Below are records; how many of their lines contain "Apollo"? Answer with only the number.

(Dataset records)
-.-.-
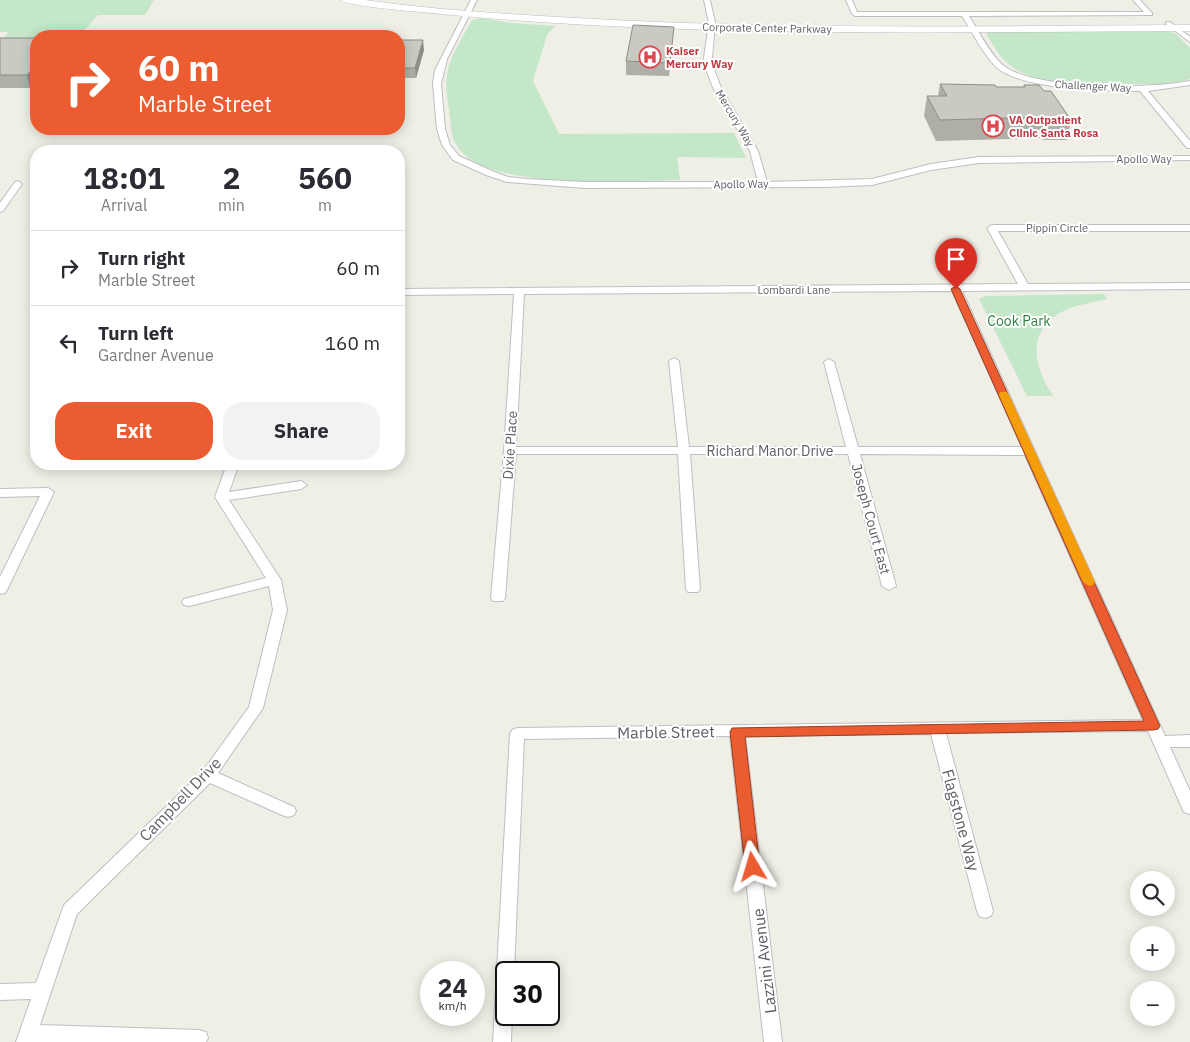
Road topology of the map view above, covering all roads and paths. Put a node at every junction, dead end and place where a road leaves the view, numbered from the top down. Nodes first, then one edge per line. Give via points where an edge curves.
1 (345, 0) edge
2 (388, 0) edge
3 (707, 0) edge
4 (849, 0) edge
5 (1136, 0) edge
6 (470, 7) edge
7 (965, 15) junction
8 (1190, 23) edge
9 (712, 25) junction
10 (1172, 26) junction
11 (973, 27) junction
12 (1190, 28) edge
13 (1190, 40) edge
14 (1190, 83) edge
15 (1142, 88) junction
16 (1190, 146) edge
17 (1190, 158) edge
18 (18, 184) dead end
19 (763, 184) junction
20 (0, 209) edge
21 (1190, 228) edge
22 (1190, 286) edge
23 (1025, 288) junction
24 (956, 289) junction
25 (405, 292) edge
26 (519, 292) junction
27 (674, 361) dead end
28 (829, 362) dead end
29 (510, 450) junction
30 (684, 451) junction
31 (852, 451) junction
32 (1029, 451) junction
33 (231, 470) edge
34 (300, 485) dead end
35 (0, 493) edge
36 (221, 497) junction
37 (274, 580) junction
38 (889, 586) dead end
39 (693, 589) dead end
40 (0, 590) edge
41 (498, 598) dead end
42 (189, 602) dead end
43 (1153, 726) junction
44 (937, 729) junction
45 (737, 732) junction
46 (1190, 741) edge
47 (1160, 742) junction
48 (208, 775) junction
49 (1190, 808) edge
50 (288, 811) dead end
51 (985, 911) dead end
52 (42, 991) junction
53 (0, 992) edge
54 (26, 1037) edge
55 (199, 1038) dead end
56 (502, 1042) edge
57 (773, 1042) edge

1 - 6 street, Corporate Center Parkway
2 - 6 street, Corporate Center Parkway
3 - 9 street, Mercury Way
4 - 7 street via 855,14
5 - 7 street via 1150,14
6 - 9 street, Corporate Center Parkway
6 - 19 street, Apollo Way via 443,59 437,84 444,137 456,158 489,173 527,182 600,186
7 - 11 street, Challenger Way
8 - 10 street, Corporate Center Parkway
9 - 11 street, Corporate Center Parkway
9 - 19 street, Mercury Way via 708,58 710,72 754,150
10 - 11 street, Corporate Center Parkway
10 - 12 street, Corporate Center Parkway
10 - 13 street
11 - 15 street, Challenger Way via 1002,68 1028,78 1054,85
14 - 15 street, Challenger Way
15 - 16 street
17 - 19 street, Apollo Way via 979,160 931,167 872,182
18 - 20 street
21 - 23 street, Pippin Circle via 992,228
22 - 23 street, Lombardi Lane
23 - 24 street, Lombardi Lane
24 - 26 street, Lombardi Lane
24 - 32 street
25 - 26 street, Lombardi Lane
26 - 29 street, Dixie Place
27 - 30 street
28 - 31 street, Joseph Court East
29 - 30 street, Richard Manor Drive
29 - 41 street, Dixie Place
30 - 31 street, Richard Manor Drive
30 - 39 street
31 - 32 street, Richard Manor Drive
31 - 38 street, Joseph Court East
32 - 43 street
33 - 36 street
34 - 36 street
35 - 40 street via 48,492
36 - 37 street, Campbell Drive
37 - 42 street
37 - 48 street, Campbell Drive via 280,610 256,708
43 - 44 street, Marble Street
43 - 47 street
44 - 45 street, Marble Street
44 - 51 street, Flagstone Way
45 - 56 street, Marble Street via 517,734
45 - 57 street, Lazzini Avenue
46 - 47 street
47 - 49 street
48 - 50 street
48 - 52 street, Campbell Drive via 70,910
52 - 53 street
52 - 54 street, Campbell Drive
54 - 55 street

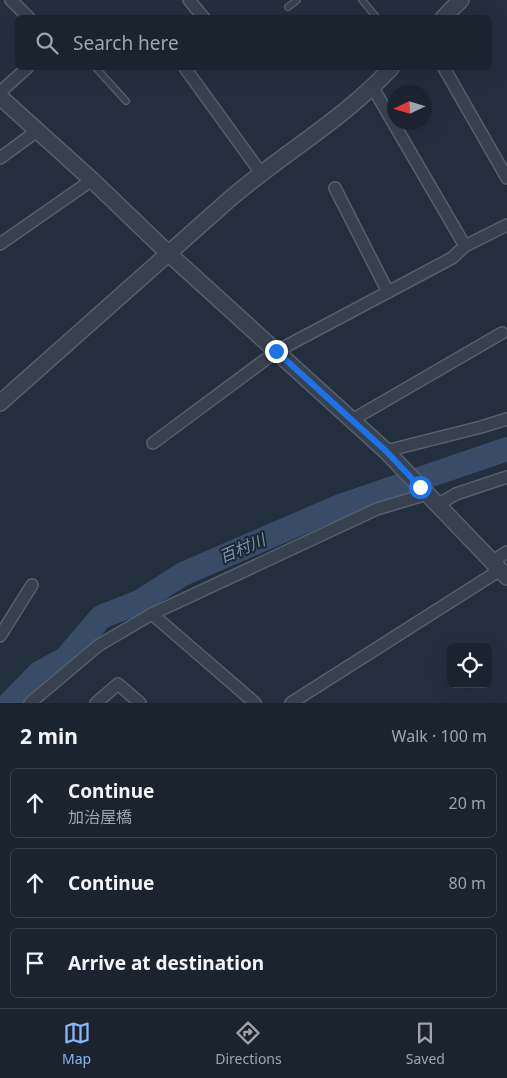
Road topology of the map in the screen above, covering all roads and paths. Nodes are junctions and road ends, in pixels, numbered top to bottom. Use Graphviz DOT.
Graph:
graph roads {
  1 [pos="11,0"];
  2 [pos="189,0"];
  3 [pos="297,0"];
  4 [pos="362,0"];
  5 [pos="462,0"];
  6 [pos="288,7"];
  7 [pos="26,15"];
  8 [pos="202,15"];
  9 [pos="374,15"];
  10 [pos="446,15"];
  11 [pos="25,70"];
  12 [pos="98,70"];
  13 [pos="186,70"];
  14 [pos="389,70"];
  15 [pos="445,70"];
  16 [pos="373,88"];
  17 [pos="0,92"];
  18 [pos="0,97"];
  19 [pos="126,100"];
  20 [pos="37,131"];
  21 [pos="0,158"];
  22 [pos="261,173"];
  23 [pos="507,178"];
  24 [pos="92,180"];
  25 [pos="335,188"];
  26 [pos="507,225"];
  27 [pos="0,244"];
  28 [pos="465,246"];
  29 [pos="168,253"];
  30 [pos="388,292"];
  31 [pos="502,333"];
  32 [pos="276,351"];
  33 [pos="0,403"];
  34 [pos="507,419"];
  35 [pos="352,420"];
  36 [pos="154,443"];
  37 [pos="386,451"];
  38 [pos="507,477"];
  39 [pos="428,496"];
  40 [pos="507,552"];
  41 [pos="500,569"];
  42 [pos="32,585"];
  43 [pos="152,614"];
  44 [pos="0,636"];
  45 [pos="296,702"];
  46 [pos="30,703"];
  47 [pos="96,703"];
  48 [pos="140,703"];
  49 [pos="255,703"];
  1 -- 7 [label="street"];
  2 -- 8 [label="street"];
  3 -- 6 [label="lane"];
  4 -- 9 [label="lane"];
  5 -- 10 [label="street"];
  11 -- 17 [label="street"];
  12 -- 19 [label="lane"];
  13 -- 22 [label="street"];
  14 -- 16 [label="street"];
  15 -- 23 [label="street"];
  16 -- 22 [label="street"];
  16 -- 28 [label="street"];
  18 -- 20 [label="street"];
  20 -- 21 [label="street"];
  20 -- 24 [label="street"];
  22 -- 29 [label="street"];
  24 -- 27 [label="street"];
  24 -- 29 [label="street"];
  25 -- 30 [label="street"];
  26 -- 28 [label="street"];
  28 -- 30 [label="street"];
  29 -- 32 [label="street"];
  29 -- 33 [label="street"];
  30 -- 32 [label="street"];
  31 -- 35 [label="street"];
  32 -- 35 [label="street"];
  32 -- 36 [label="street"];
  34 -- 37 [label="street"];
  35 -- 37 [label="street"];
  37 -- 39 [label="street"];
  38 -- 39 [label="street"];
  39 -- 41 [label="street"];
  39 -- 43 [label="street"];
  40 -- 41 [label="street"];
  41 -- 45 [label="street"];
  42 -- 44 [label="street"];
  43 -- 46 [label="street"];
  43 -- 49 [label="street"];
  47 -- 48 [label="street"];
}
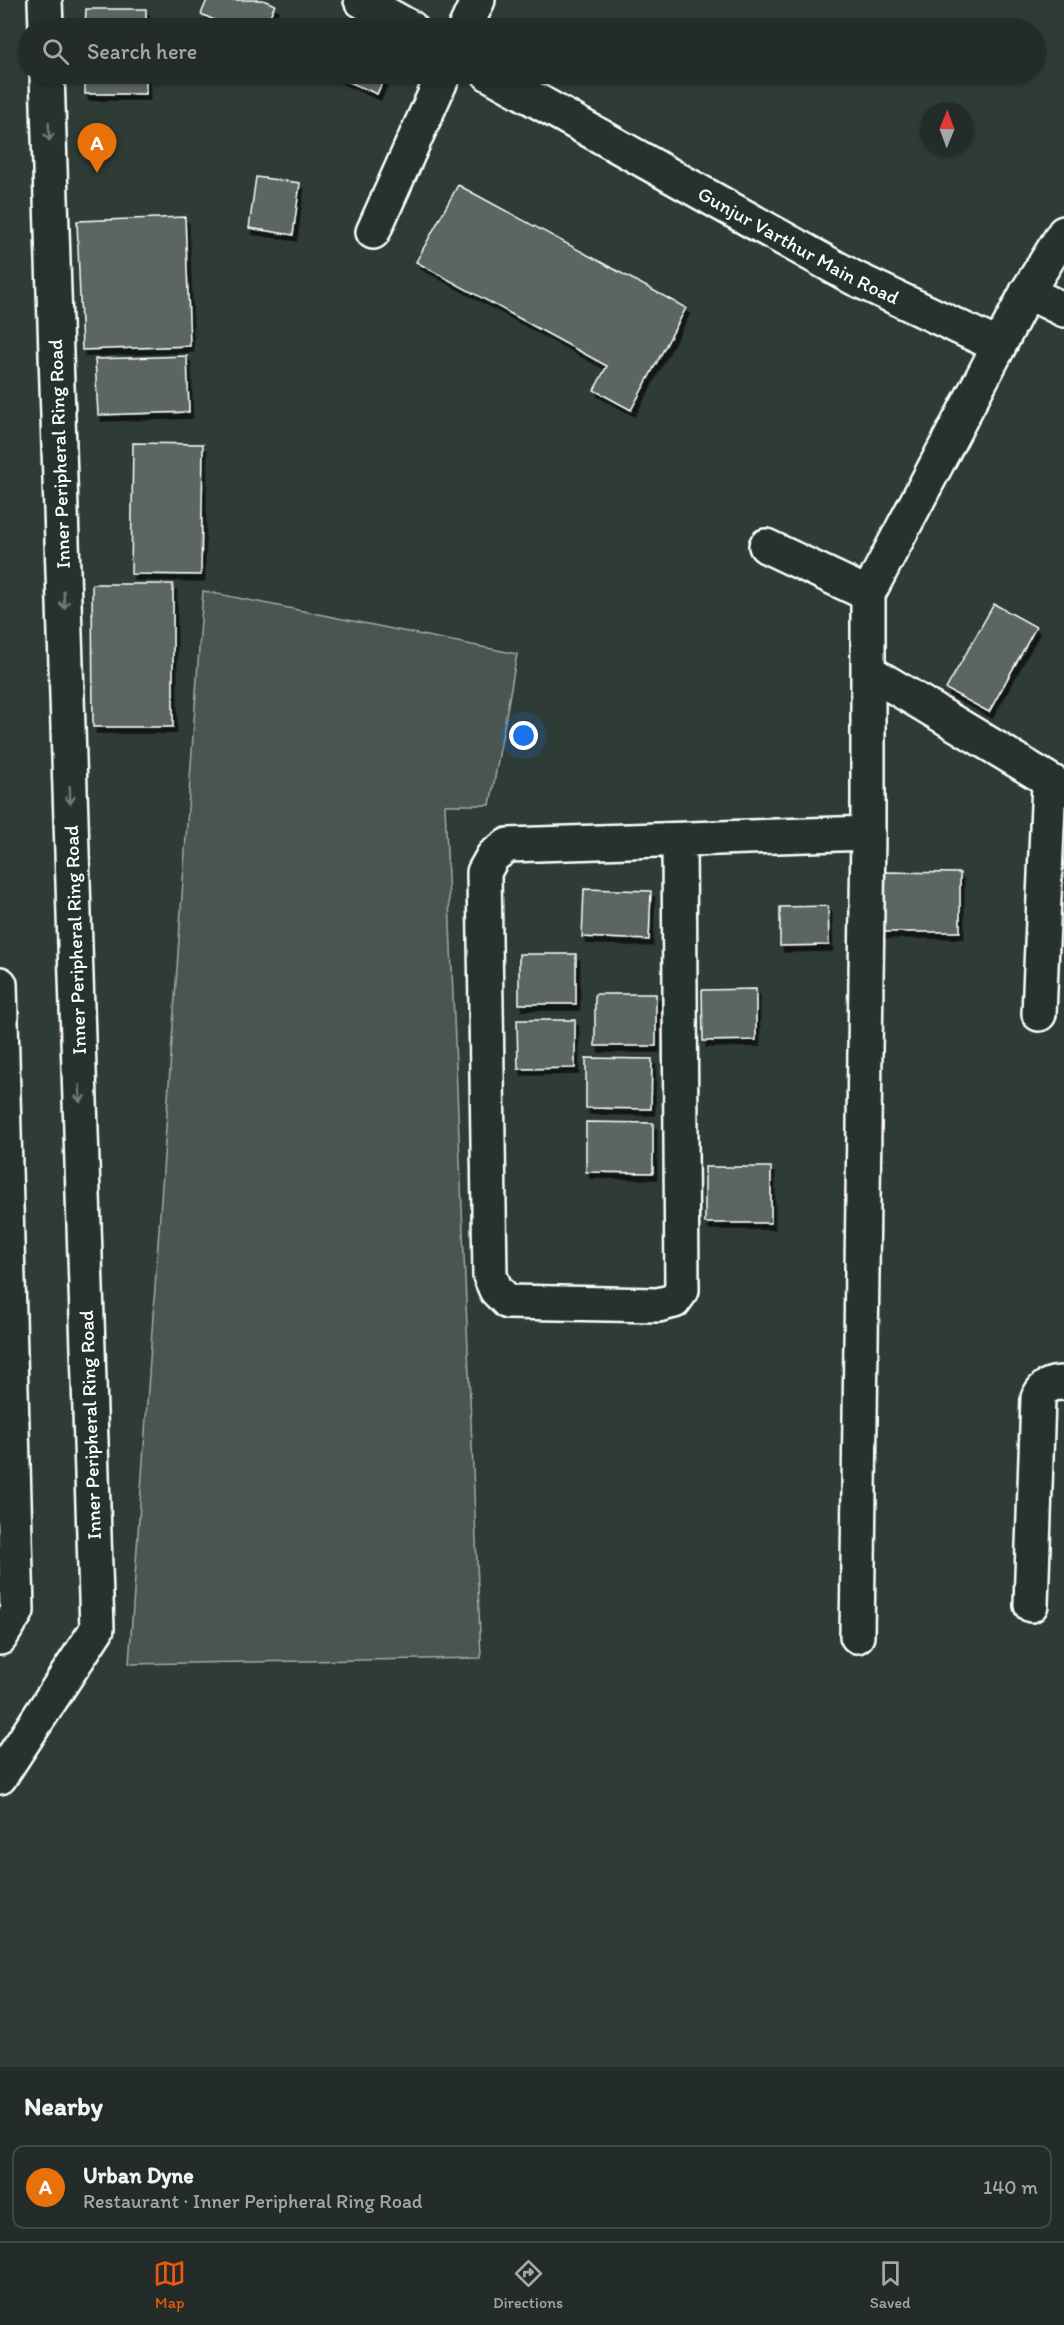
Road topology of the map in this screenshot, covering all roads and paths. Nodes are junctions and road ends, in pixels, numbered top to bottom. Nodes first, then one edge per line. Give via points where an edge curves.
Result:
1 (45, 0) edge
2 (361, 0) edge
3 (478, 0) edge
4 (46, 18) edge
5 (393, 18) edge
6 (470, 18) edge
7 (47, 84) edge
8 (440, 84) edge
9 (507, 84) edge
10 (373, 232) dead end
11 (1064, 233) edge
12 (1027, 292) junction
13 (1064, 310) edge
14 (999, 346) junction
15 (766, 546) dead end
16 (868, 594) junction
17 (868, 671) junction
18 (1056, 786) edge
19 (868, 834) junction
20 (679, 840) junction
21 (0, 984) edge
22 (1039, 1014) dead end
23 (1064, 1383) edge
24 (1031, 1605) dead end
25 (857, 1636) dead end
26 (0, 1638) edge
27 (0, 1777) edge

1 - 4 street
2 - 5 street
3 - 6 street
7 -> 27 street, Inner Peripheral Ring Road via 97,1629
8 - 10 street
9 - 14 street, Gunjur Varthur Main Road via 854,278
11 - 12 street
12 - 13 street
12 - 14 street
14 - 16 street
15 - 16 street
16 - 17 street
17 - 18 street
17 - 19 street
18 - 22 street
19 - 20 street
19 - 25 street
20 - 20 street via 682,1290 674,1301 658,1305 508,1302 496,1290 490,1276 484,872 493,856 508,845
21 - 26 street via 17,1611
23 - 24 street via 1043,1388 1038,1398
-.-.-
Result of the task
2